The following is the English-language abstract of an article originally published in Farsi. Read the full text of this article in the original Farsi.
The Iranian clergy in contemporary Iran bears little, if any, similarity with its traditional counterpart known as "Ulama." The financial resources, social authority and networking, organizational features, and political status of the two are worlds apart. This article attempts to provide a historical explanation of the clergy's new order and its transformation from a traditional institution to a rationalized, modernized, and bureaucratized organization under the political rule of the "Supreme Shiite jurist."
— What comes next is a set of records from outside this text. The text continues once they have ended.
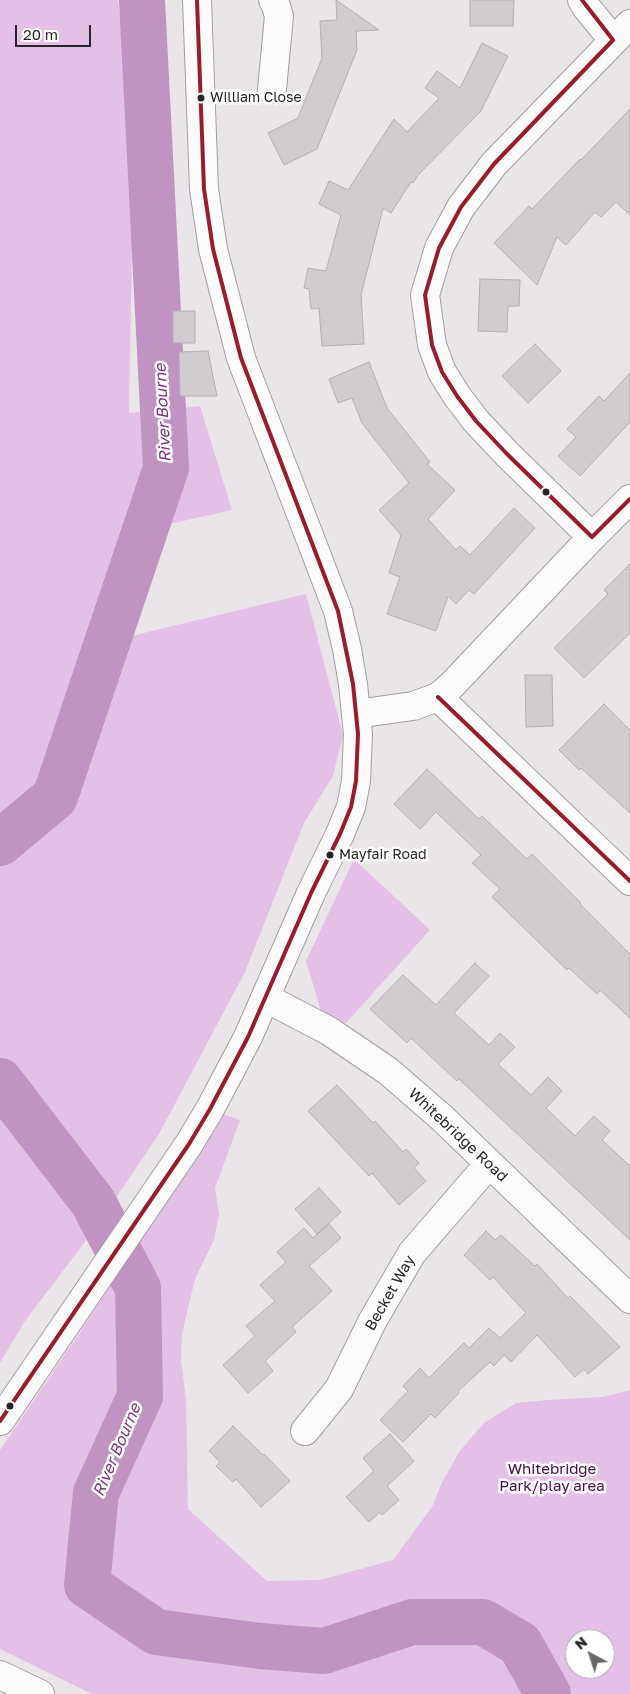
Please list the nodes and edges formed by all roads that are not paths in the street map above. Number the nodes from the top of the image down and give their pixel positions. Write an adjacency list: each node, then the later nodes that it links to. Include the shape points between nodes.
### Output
1 (198, 0): 9 (street, via 204,189 213,249 241,358 338,611)
2 (273, 0): 5 (street, via 279,16)
3 (582, 0): 4 (street, via 587,8)
4 (622, 32): 7 (street, via 494,164 461,207 439,248 425,295 432,345 456,396 507,454)
5 (272, 89)
6 (630, 499): 7 (street)
7 (592, 537): 8 (street)
8 (438, 697): 9 (street, via 413,706); 10 (street)
9 (356, 714): 11 (street, via 358,756 351,807)
10 (630, 881)
11 (266, 998): 12 (street, Whitebridge Road, via 329,1030 388,1071); 14 (street, via 214,1102 189,1144)
12 (489, 1164): 13 (street, Whitebridge Road); 15 (street, Becket Way, via 412,1253 373,1320 339,1389)
13 (630, 1299)
14 (0, 1421)
15 (305, 1431)
16 (0, 1675): 17 (street)
17 (40, 1694)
Prior to the Islamic Revolution, the semi-independent clergy was perceived as the highest socioreligious authority in the land. The confluence of socioreligious and political authority after the 1979 revolution made the clerical establishment totally dependent on the government. Thus, Iran's supreme leader is not only the head of the judiciary and the intelligence services and commander-in-chief of the armed forces, but also the head of the Iranian Shiite seminary. Despite the fact that clerics receive hefty regular stipends from the government and many ayatollahs have exclusive privileges for all sorts of profit-making transactions, they are no longer the exclusive "manager of the sacred affaires."
By making the clerical establishment the main ideological apparatus of the state, the government itself has officially become in charge of the "sacred." This explains why the Islamic government uses its political mechanisms to suppress both "popular Islam" and "religious intellectualism." "Popular Islam" and intellectuals' liberal democratic interpretation of Islam both threaten the "official Islam," since they extend the borders of the "sacred" far beyond what the Islamic Republic defines and implements as the only acceptable version of the religion.